Ministry for Primary Industries regional manager compliance investigations Gerald Anderson said risk goods like seeds need to be declared to manage biosecurity risk.
"Concealing seeds or food and making a false declaration is a serious matter," he said.
"If you are unsure, then declare them and allow border officers to check them.
"When it comes to biosecurity, it’s best to be on the safe side."
The offending occurred when Paul was returning from India to her home in Christchurch.
When she returned, Paul went to the Ministry for Primary Industries Biosecurity Controlled Area at Christchurch International Airport.
She had ticked “No” on her declaration card for bringing seeds or plant products into New Zealand.
When the seeds were discovered she said she thought the bean and spinach seeds belonged to her sister and that her sister was taking them to Italy.

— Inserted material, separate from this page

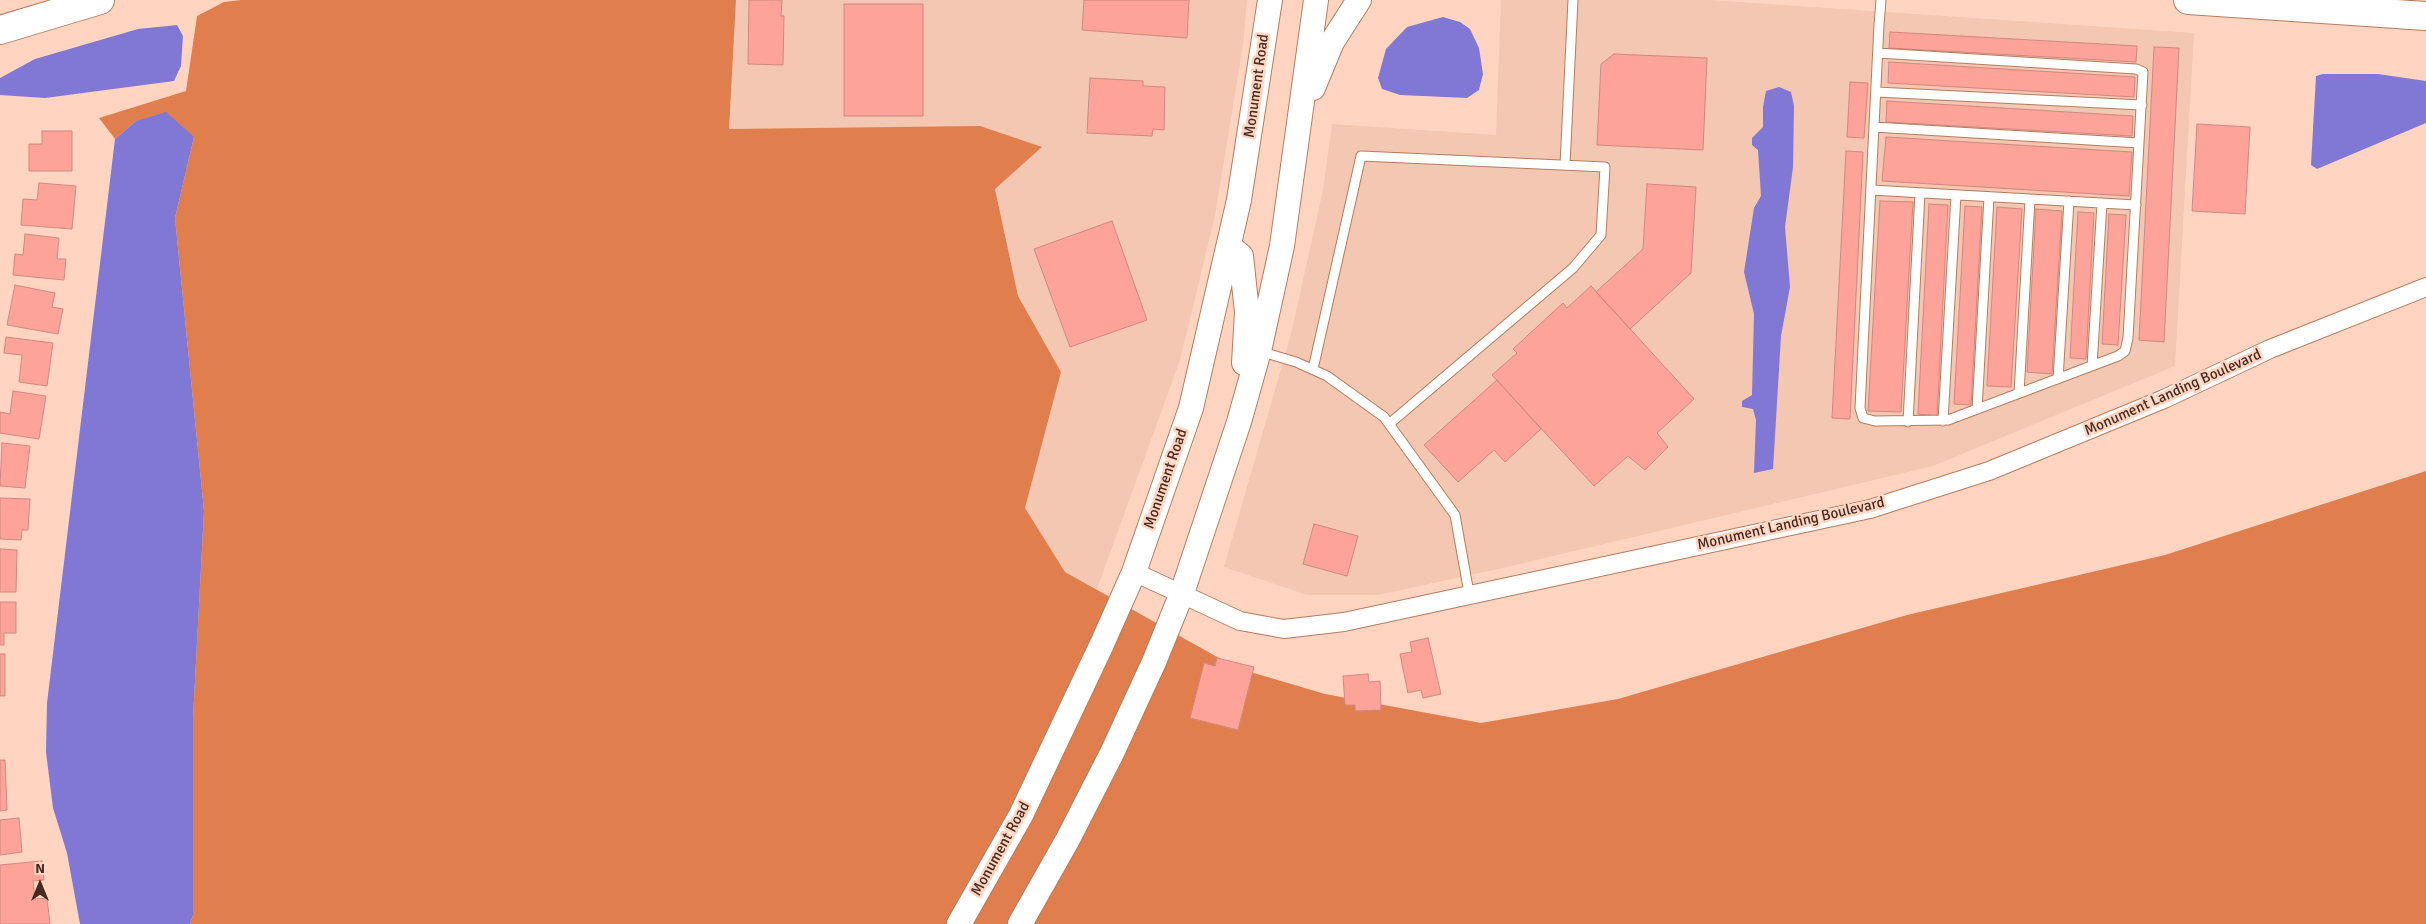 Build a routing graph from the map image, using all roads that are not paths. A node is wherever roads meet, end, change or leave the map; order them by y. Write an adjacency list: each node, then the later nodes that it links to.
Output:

Bean seeds are prohibited unless they have been treated, or additional official declarations are supplied, before entry as they have the potential to harbour high risk biosecurity pests.
Anderson said the seeds had no identification.
"Illegally and accidentally introduced organisms can have major consequences for the natural environment and the primary production sector of the economy.
"Recent biosecurity breaches have had huge impacts on New Zealand businesses, the wider economy and the natural environment.
"Biosecurity NZ takes its role of protecting New Zealand from biosecurity threats very seriously. Our country is fortunate to be free of many of the invasive pests and diseases found in other countries.
"For this reason, passengers who fail to declare items that could bring pests and diseases into New Zealand will be investigated and where appropriate will be charged.”